Any help would be appreciated.

Answer 1

Hint

For 4.3.8, we have that :

$\mathfrak{A}$ is isomorphic to some substructure of $\mathfrak{B}$.

We call this substructure $\mathfrak{B}^*$ and we have that : $\mathfrak{A} \cong \mathfrak{B}^*$ and this means [page 111] (considering the case of relations and simplifying the formula) that :

there is a function $f$ which is bijective and satisfies :

$a\in P^{\mathfrak{A}} $ iff $ \ f(a) \in P^{\mathfrak{B}^{*}}$, for all $P$.

This is the same as :

$\mathfrak A \vDash P(a) \ $ iff $\mathfrak B^* \vDash P(f(a))$.

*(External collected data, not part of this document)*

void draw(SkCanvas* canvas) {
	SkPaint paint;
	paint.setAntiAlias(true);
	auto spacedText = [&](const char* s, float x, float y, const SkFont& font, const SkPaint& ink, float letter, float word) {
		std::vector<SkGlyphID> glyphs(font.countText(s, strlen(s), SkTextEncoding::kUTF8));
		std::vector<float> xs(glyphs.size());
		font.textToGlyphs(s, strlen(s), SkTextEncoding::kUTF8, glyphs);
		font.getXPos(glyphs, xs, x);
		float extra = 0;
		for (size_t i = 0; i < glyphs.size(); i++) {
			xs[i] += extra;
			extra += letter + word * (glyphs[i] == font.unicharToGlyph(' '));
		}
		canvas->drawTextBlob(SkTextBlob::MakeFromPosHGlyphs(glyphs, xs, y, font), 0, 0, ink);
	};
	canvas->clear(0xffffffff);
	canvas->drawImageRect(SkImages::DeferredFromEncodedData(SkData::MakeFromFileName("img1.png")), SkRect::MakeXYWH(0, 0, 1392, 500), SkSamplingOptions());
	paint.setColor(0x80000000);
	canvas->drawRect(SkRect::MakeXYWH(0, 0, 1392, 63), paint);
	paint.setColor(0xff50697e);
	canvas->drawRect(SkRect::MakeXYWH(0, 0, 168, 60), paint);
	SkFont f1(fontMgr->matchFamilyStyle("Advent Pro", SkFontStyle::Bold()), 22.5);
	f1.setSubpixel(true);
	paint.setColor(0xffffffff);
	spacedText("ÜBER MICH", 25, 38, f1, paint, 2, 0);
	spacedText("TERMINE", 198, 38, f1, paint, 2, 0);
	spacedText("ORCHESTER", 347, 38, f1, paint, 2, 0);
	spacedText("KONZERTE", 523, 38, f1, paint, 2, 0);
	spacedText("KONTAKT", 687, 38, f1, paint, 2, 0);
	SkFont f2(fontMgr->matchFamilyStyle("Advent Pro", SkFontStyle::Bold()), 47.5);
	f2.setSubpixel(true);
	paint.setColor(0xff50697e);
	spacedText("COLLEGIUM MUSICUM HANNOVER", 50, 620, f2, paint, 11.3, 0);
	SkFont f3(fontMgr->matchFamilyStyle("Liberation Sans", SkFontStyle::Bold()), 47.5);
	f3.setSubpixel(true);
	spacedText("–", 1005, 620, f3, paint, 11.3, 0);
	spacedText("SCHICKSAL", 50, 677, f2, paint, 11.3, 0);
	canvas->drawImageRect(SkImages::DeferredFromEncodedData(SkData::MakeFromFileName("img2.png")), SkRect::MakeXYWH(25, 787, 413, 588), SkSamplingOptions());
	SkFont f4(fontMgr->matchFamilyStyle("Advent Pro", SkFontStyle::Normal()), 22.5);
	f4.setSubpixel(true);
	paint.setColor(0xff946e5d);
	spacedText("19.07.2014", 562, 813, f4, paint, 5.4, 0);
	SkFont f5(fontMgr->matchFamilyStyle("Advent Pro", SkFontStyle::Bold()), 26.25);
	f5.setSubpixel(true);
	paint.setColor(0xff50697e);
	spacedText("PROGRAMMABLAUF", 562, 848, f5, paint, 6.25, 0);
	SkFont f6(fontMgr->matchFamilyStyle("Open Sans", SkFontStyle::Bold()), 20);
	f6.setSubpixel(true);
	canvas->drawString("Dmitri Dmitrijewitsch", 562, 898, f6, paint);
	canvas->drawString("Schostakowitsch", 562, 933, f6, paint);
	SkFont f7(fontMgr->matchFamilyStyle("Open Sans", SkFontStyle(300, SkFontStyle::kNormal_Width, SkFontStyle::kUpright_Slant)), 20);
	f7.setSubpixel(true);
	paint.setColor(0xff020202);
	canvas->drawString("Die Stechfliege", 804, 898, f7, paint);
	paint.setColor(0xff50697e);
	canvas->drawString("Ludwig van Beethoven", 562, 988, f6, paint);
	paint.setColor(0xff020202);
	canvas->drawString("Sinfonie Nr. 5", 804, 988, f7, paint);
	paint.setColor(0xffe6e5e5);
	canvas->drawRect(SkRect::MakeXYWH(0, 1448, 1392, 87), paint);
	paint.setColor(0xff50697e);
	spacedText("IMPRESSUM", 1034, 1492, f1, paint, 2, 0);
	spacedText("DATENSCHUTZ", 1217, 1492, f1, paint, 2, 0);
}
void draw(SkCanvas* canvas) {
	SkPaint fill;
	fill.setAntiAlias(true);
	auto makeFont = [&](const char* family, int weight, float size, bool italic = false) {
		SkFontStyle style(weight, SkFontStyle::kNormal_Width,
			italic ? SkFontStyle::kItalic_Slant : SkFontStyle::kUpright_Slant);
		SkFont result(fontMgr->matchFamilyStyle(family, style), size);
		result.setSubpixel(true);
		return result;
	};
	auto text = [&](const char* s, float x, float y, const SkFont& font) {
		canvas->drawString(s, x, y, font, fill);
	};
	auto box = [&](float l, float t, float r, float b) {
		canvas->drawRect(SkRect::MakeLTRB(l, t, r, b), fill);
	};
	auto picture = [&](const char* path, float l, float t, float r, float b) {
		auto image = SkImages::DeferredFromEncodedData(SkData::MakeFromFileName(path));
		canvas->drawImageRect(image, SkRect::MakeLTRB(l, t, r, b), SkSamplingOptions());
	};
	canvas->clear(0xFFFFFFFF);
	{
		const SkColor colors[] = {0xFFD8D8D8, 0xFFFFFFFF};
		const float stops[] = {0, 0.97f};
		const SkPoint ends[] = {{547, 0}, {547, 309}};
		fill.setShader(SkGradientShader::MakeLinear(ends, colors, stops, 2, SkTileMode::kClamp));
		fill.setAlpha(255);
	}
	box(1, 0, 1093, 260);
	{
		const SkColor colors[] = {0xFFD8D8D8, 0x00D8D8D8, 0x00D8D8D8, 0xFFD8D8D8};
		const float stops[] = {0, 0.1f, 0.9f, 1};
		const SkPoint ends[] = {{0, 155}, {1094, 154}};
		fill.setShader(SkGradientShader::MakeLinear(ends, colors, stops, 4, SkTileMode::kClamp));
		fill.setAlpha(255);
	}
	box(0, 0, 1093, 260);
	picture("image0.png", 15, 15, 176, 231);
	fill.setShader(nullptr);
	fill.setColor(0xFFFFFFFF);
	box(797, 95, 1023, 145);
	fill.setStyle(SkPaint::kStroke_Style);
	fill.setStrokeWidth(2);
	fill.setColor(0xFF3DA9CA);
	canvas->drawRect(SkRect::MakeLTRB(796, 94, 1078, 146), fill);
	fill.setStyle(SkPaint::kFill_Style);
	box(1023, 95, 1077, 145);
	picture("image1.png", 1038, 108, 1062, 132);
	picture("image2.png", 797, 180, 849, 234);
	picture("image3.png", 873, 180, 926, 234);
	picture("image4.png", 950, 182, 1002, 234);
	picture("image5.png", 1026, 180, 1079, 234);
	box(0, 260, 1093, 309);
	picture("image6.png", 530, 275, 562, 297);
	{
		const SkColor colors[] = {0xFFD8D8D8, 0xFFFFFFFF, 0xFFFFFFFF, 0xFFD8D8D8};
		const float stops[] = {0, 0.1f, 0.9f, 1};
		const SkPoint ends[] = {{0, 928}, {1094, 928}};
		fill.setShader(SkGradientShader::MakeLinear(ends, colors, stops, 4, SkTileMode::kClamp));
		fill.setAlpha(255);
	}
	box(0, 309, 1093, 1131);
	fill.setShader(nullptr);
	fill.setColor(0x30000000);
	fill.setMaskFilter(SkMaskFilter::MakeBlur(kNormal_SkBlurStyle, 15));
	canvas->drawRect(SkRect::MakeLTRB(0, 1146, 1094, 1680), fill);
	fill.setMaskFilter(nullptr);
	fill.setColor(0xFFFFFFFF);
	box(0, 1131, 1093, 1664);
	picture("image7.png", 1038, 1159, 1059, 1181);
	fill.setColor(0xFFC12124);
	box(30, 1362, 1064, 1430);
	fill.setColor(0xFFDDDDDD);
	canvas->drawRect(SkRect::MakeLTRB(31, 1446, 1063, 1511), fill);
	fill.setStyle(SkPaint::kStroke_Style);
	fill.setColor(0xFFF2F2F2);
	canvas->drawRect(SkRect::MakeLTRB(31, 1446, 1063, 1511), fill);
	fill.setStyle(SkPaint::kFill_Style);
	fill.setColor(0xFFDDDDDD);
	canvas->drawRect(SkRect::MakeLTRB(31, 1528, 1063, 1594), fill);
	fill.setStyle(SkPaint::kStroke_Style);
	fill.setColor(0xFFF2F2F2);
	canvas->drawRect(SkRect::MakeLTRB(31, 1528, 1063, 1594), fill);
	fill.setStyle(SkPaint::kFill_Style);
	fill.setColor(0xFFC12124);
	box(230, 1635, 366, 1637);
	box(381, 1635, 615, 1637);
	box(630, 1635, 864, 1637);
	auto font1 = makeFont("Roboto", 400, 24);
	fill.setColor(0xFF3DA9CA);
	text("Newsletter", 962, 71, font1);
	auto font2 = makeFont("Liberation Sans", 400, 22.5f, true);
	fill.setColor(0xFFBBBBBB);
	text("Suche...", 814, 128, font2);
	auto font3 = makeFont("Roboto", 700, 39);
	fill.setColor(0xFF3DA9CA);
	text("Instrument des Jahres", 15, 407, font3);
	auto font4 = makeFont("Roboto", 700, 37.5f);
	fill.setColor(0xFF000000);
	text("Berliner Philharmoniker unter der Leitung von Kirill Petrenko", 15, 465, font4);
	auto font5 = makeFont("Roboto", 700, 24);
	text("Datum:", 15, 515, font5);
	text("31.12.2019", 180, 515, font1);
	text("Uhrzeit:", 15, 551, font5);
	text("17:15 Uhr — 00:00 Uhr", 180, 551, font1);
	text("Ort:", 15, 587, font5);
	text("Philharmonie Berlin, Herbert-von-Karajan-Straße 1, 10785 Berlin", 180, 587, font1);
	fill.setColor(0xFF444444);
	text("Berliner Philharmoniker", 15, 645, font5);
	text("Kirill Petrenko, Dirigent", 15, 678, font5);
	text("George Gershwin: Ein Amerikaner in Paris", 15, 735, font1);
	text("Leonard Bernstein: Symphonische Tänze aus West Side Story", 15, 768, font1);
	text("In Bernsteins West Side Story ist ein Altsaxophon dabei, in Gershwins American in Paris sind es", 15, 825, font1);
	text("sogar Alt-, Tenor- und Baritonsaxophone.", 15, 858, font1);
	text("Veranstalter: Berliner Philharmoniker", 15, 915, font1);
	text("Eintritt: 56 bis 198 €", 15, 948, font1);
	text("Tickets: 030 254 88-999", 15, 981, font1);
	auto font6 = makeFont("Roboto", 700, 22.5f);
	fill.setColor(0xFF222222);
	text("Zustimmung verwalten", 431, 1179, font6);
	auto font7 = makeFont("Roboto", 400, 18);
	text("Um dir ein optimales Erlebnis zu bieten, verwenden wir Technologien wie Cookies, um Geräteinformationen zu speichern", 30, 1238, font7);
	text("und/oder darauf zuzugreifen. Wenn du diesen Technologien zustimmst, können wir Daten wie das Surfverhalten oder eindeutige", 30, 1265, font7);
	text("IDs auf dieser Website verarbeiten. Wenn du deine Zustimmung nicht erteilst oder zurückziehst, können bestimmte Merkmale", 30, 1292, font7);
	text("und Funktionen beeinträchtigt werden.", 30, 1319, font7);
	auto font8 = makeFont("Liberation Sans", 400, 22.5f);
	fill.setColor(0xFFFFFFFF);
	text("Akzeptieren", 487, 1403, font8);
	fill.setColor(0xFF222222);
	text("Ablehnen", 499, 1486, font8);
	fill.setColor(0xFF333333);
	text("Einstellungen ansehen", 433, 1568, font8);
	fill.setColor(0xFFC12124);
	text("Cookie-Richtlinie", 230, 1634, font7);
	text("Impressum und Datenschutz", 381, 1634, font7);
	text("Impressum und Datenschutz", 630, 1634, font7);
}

Now the issue is : how to "move" from $\mathfrak B^* \vDash P(f(a))$ to $\mathfrak B \vDash P(f(a))$ ? This is ensured by the condition of embedding or substructure; see Definition 4.3.4 [page 112] and :

Notation $\mathfrak{A} \subseteq \mathfrak{B}$. Note that it is not sufficient for $\mathfrak{A}$ to be contained in $\mathfrak{B}$ “as a set”; the relations and functions of $\mathfrak{B}$ have to be extensions of the corresponding ones on $\mathfrak{A}$, in the specific way indicated above.

The "closure" of relations and functions in $\mathfrak{B}^*$ holds also for $\mathfrak{B}$.

---

The same argument applies to 4.3.9 : we have to take into account that $\mathfrak{A} \subseteq \mathfrak{B}$ means not only that $|\mathfrak{A}| \subseteq |\mathfrak{B}|$, but also that relations and functions in $\mathfrak{B}$ defined on elements in $|\mathfrak{A}|$ must be "closed" in $|\mathfrak{A}|$.